Role of the estrogen receptor coactivator AIB1 (SRC-3) and HER-2/neu in tamoxifen resistance in breast cancer.

J Natl Cancer Inst 2003 Mar;95(5):353-61

Department of Medicine, Baylor College of Medicine, Houston, TX 77030, USA.

Background: AIB1 (SRC-3) is an estrogen receptor (ER) coactivator that, when overexpressed in cultured cells, can reduce the antagonist activity of tamoxifen-bound ERs. Signaling through the HER-2 receptor pathway activates AIB1 by phosphorylation. To determine whether high AIB1 expression alone or together with HER-2 reduces the effectiveness of tamoxifen in breast cancer patients, we quantified expression of AIB1 and HER-2 in tumors from breast cancer patients with long-term clinical follow-up who received either no adjuvant therapy or adjuvant tamoxifen therapy after breast cancer surgery.

Methods: AIB1 and HER-2 protein levels in tumors from 316 breast cancer patients were determined using western blot analysis. Molecular variables (e.g., expression of AIB1, ER, progesterone receptor, p53, Bcl-2), tumor characteristics, and patient outcome were assessed using Spearman rank correlation. Disease-free survival (DFS) curves were derived from Kaplan-Meier estimates, and the curves were compared by log-rank tests. The effect of AIB1 on DFS adjusted for other prognostic factors was assessed by multivariable analysis using the Cox proportional hazards model.

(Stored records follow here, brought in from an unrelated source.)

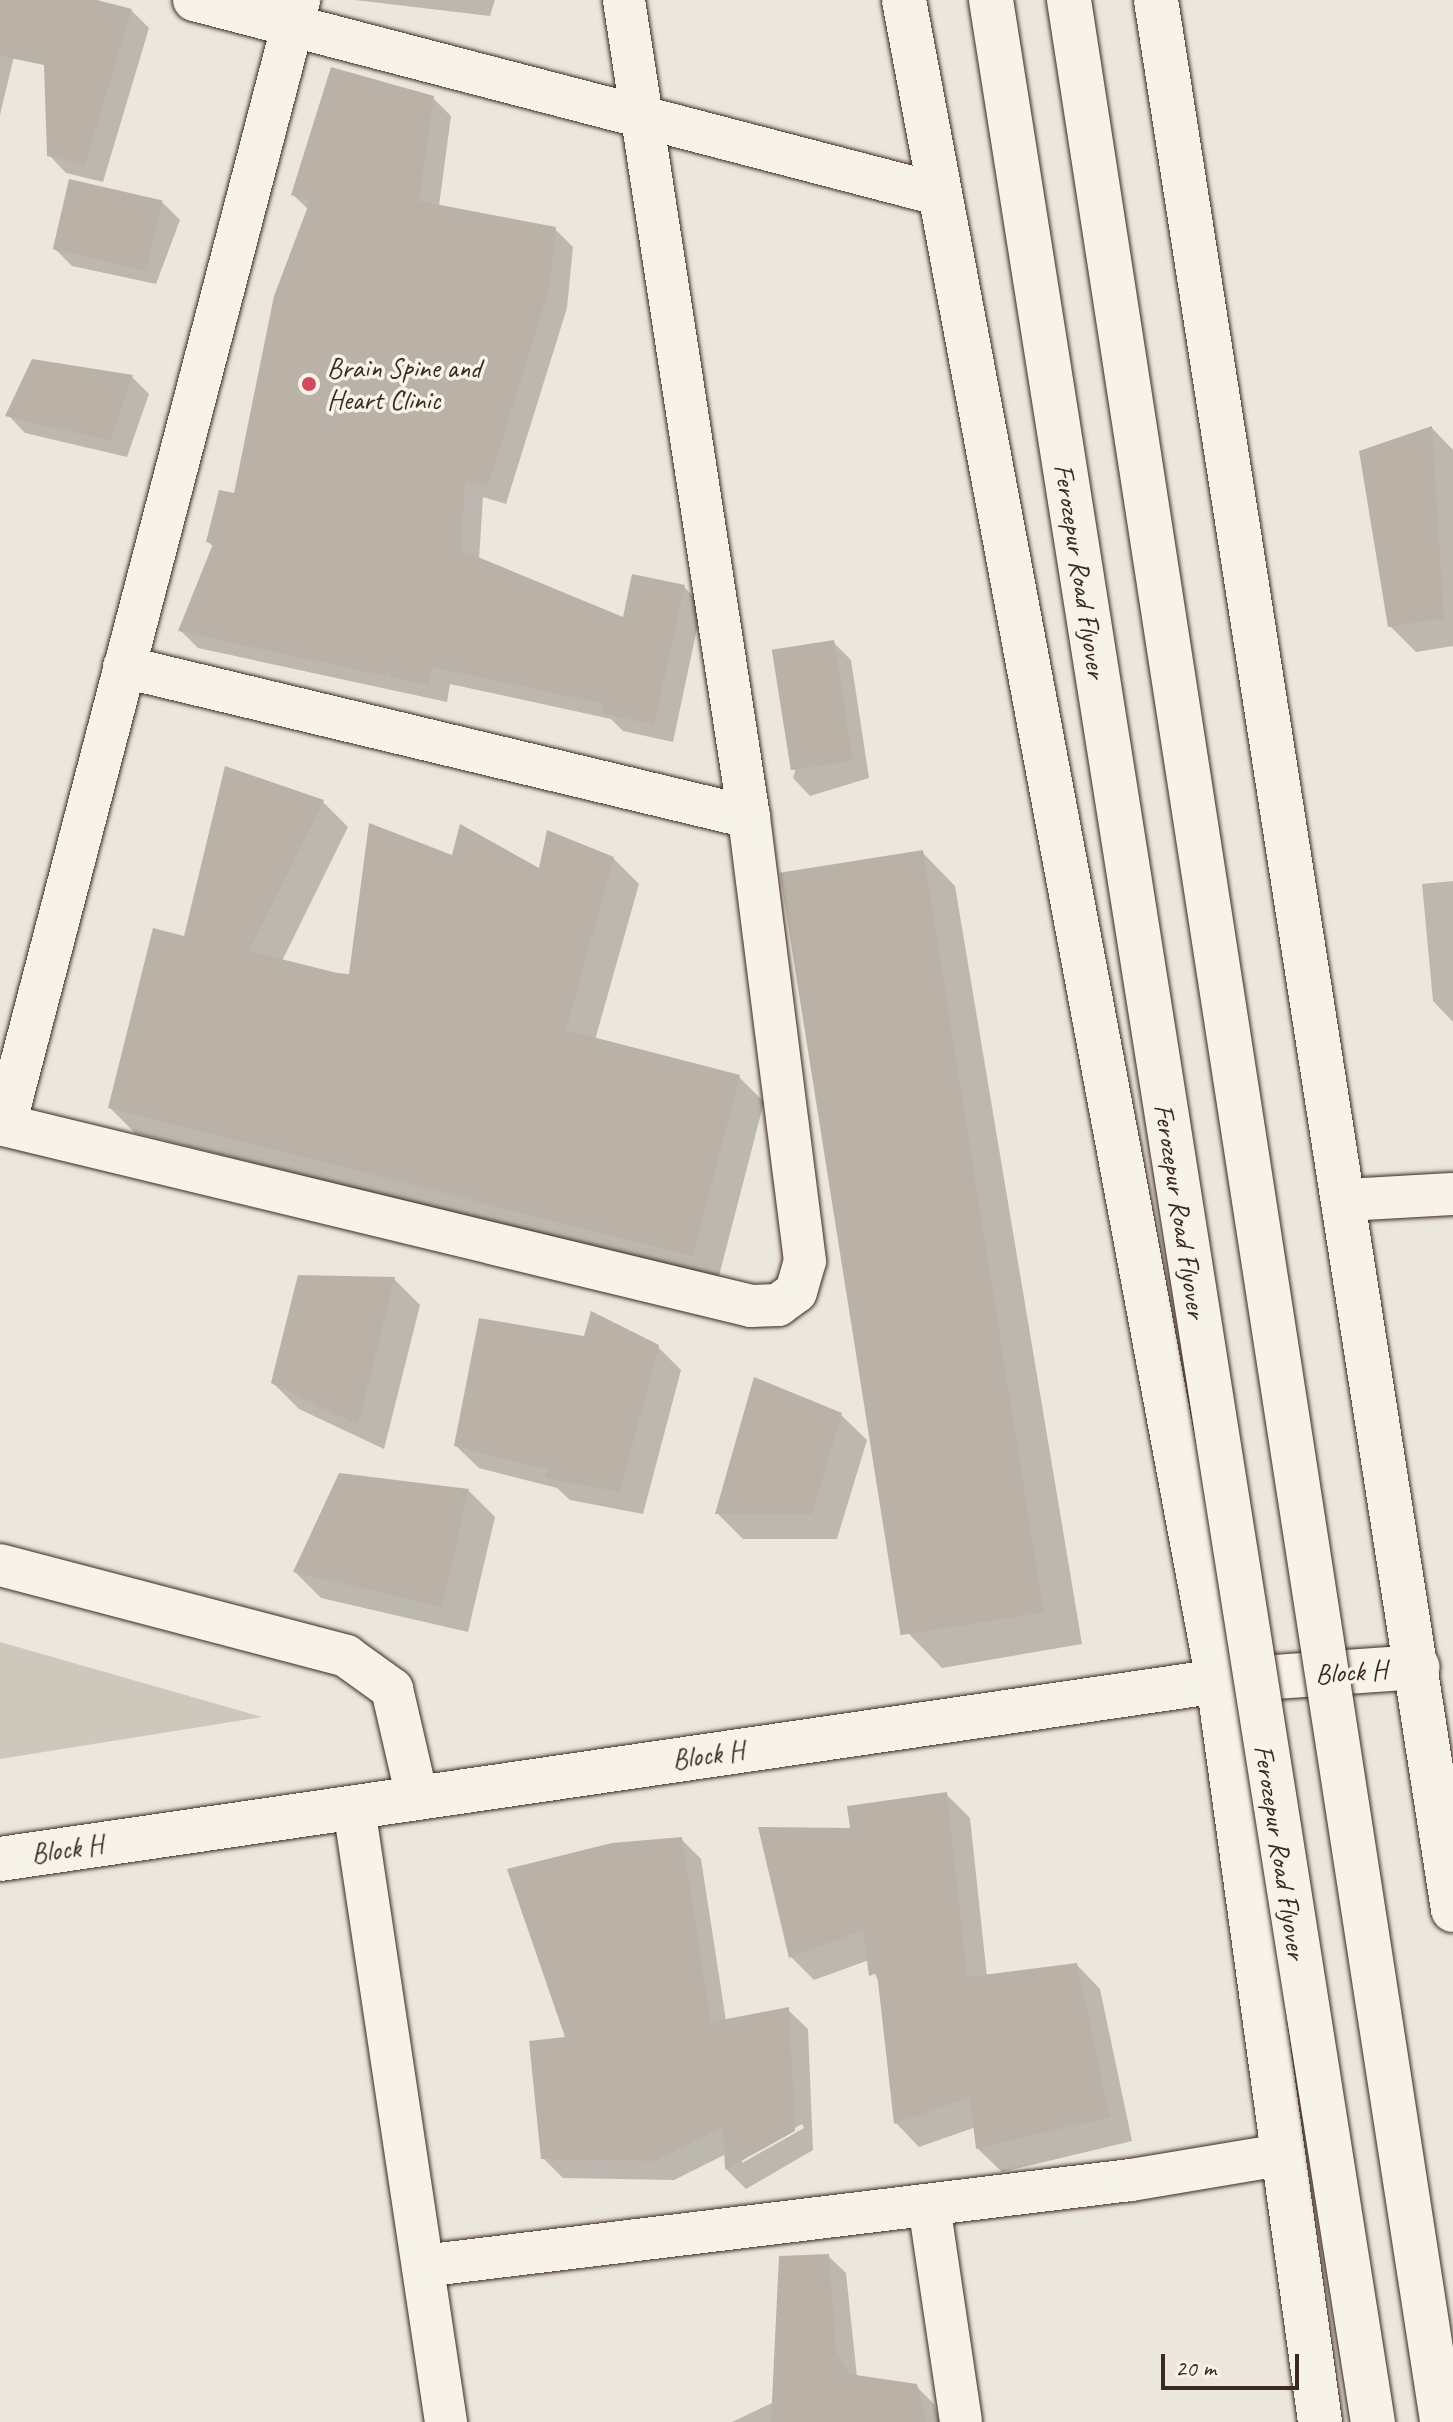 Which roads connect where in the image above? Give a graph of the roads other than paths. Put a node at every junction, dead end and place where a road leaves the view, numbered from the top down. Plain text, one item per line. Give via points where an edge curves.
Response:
1 (194, 0) edge
2 (624, 0) edge
3 (904, 0) edge
4 (991, 0) edge
5 (1069, 0) edge
6 (1156, 0) edge
7 (296, 12) edge
8 (641, 116) junction
9 (934, 193) junction
10 (124, 667) junction
11 (749, 817) junction
12 (2, 1124) edge
13 (1453, 1194) edge
14 (1345, 1200) junction
15 (0, 1565) edge
16 (1418, 1667) junction
17 (1218, 1681) junction
18 (417, 1797) junction
19 (354, 1808) junction
20 (0, 1859) edge
21 (1453, 1910) edge
22 (1280, 2155) junction
23 (929, 2205) junction
24 (423, 2266) junction
25 (446, 2422) edge
26 (961, 2422) edge
27 (1320, 2422) edge
28 (1373, 2422) edge
29 (1442, 2422) edge

1 - 7 street
2 - 8 street
3 - 9 main road
4 - 28 main road, Ferozepur Road Flyover, bridge
5 - 29 main road, bridge
6 - 14 main road
7 - 8 street
7 - 10 street
8 - 9 street
8 - 11 street
9 - 17 main road
10 - 11 street
10 - 12 street
11 - 12 street via 805,1261 796,1292 778,1305 751,1306
13 - 14 street
14 - 16 main road via 1386,1503
15 - 18 street via 346,1656 392,1689
16 - 17 main road, Block H
16 - 21 main road
17 - 18 main road, Block H
17 - 22 main road
18 - 19 main road, Block H
19 - 20 main road, Block H
19 - 24 street
22 - 23 street
22 - 27 main road
23 - 24 street
23 - 26 street
24 - 25 street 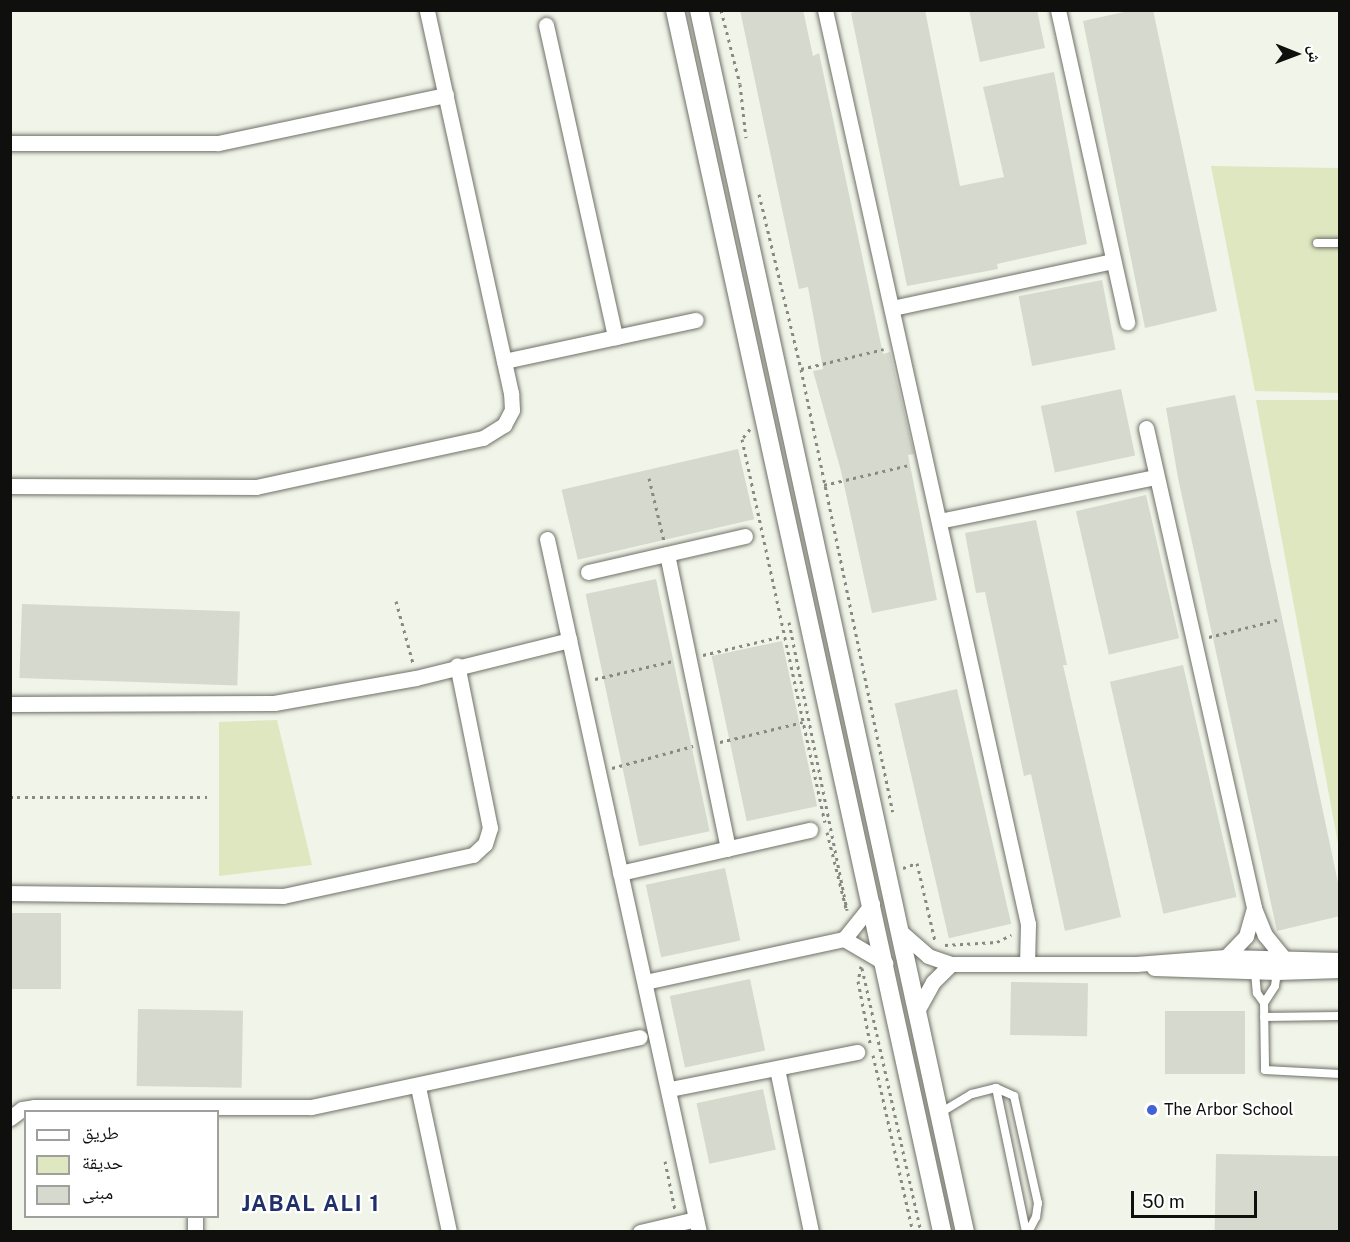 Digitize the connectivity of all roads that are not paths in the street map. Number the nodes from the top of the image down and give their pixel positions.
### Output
1 (427, 10) edge
2 (675, 10) edge
3 (699, 10) edge
4 (825, 10) edge
5 (1058, 10) edge
6 (546, 25) dead end
7 (446, 95) junction
8 (10, 142) edge
9 (1317, 243) dead end
10 (1340, 243) edge
11 (1113, 261) junction
12 (892, 308) junction
13 (696, 320) dead end
14 (1127, 322) dead end
15 (615, 337) junction
16 (504, 361) junction
17 (1146, 428) dead end
18 (1155, 477) junction
19 (10, 486) edge
20 (939, 521) junction
21 (745, 536) dead end
22 (547, 539) dead end
23 (667, 554) junction
24 (588, 572) dead end
25 (569, 640) junction
26 (457, 665) junction
27 (10, 704) edge
28 (810, 830) dead end
29 (728, 849) junction
30 (620, 873) junction
31 (10, 893) edge
32 (872, 904) junction
33 (1254, 908) junction
34 (903, 933) junction
35 (851, 942) junction
36 (1226, 957) junction
37 (1283, 957) junction
38 (1340, 960) edge
39 (885, 963) junction
40 (951, 964) junction
41 (1027, 964) junction
42 (1136, 964) junction
43 (1340, 970) edge
44 (1255, 972) junction
45 (1276, 972) junction
46 (645, 982) junction
47 (1264, 1003) junction
48 (918, 1009) junction
49 (1340, 1016) edge
50 (1264, 1017) junction
51 (640, 1037) dead end
52 (857, 1052) dead end
53 (777, 1069) junction
54 (1340, 1074) edge
55 (418, 1087) junction
56 (996, 1088) junction
57 (670, 1089) junction
58 (197, 1110) edge
59 (940, 1113) junction
60 (10, 1118) edge
61 (697, 1226) edge
62 (449, 1232) edge
63 (640, 1232) edge
64 (812, 1232) edge
65 (942, 1232) edge
66 (965, 1232) edge
67 (1027, 1232) edge

1 - 7 street
2 - 32 street
3 - 34 street
4 - 12 street
5 - 11 street
6 - 15 street
7 - 8 street
7 - 16 street
9 - 10 lane
11 - 12 street
11 - 14 street
12 - 20 street
13 - 15 street
15 - 16 street
16 - 19 street
17 - 18 street
18 - 20 street
18 - 33 street
20 - 41 street
21 - 23 street
22 - 25 street
23 - 24 street
23 - 29 street
25 - 26 street
25 - 30 street
26 - 27 street
26 - 31 street
28 - 29 street
29 - 30 street
30 - 46 street
32 - 35 street
32 - 39 street
33 - 36 street
33 - 37 street
34 - 40 street
34 - 48 street
35 - 39 street
35 - 46 street
36 - 37 street
36 - 42 street
37 - 38 street
39 - 65 street
40 - 41 street
40 - 48 street
41 - 42 street
42 - 44 street
43 - 45 street
44 - 45 street
44 - 47 lane
45 - 47 lane
46 - 57 street
47 - 50 lane
48 - 59 street
49 - 50 lane
50 - 54 lane
51 - 55 street
52 - 53 street
53 - 57 street
53 - 64 street
55 - 58 street
55 - 62 street
56 - 59 lane
56 - 67 lane
56 - 67 lane
57 - 61 street
58 - 60 street
59 - 66 street
61 - 63 street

All statistical tests were two-sided.

Results: High AIB1 expression in patients not receiving adjuvant tamoxifen therapy was associated with better prognosis and longer DFS (P =.018, log-rank test). In contrast, for patients who did receive tamoxifen therapy, high AIB1 expression was associated with worse DFS (P =.049, log-rank test), which is indicative of tamoxifen resistance. The test for interaction between AIB1 expression and tamoxifen therapy was statistically significant (P =.004). When expression of AIB1 and HER-2 were considered together, patients whose tumors expressed high levels of both AIB1 and HER-2 had worse outcomes with tamoxifen therapy than all other patients combined (P =.002, log-rank test).

Conclusions: The antitumor activity of tamoxifen in patients with breast cancer may be determined, in part, by tumor levels of AIB1 and HER-2. Thus, AIB1 may be an important diagnostic and therapeutic target.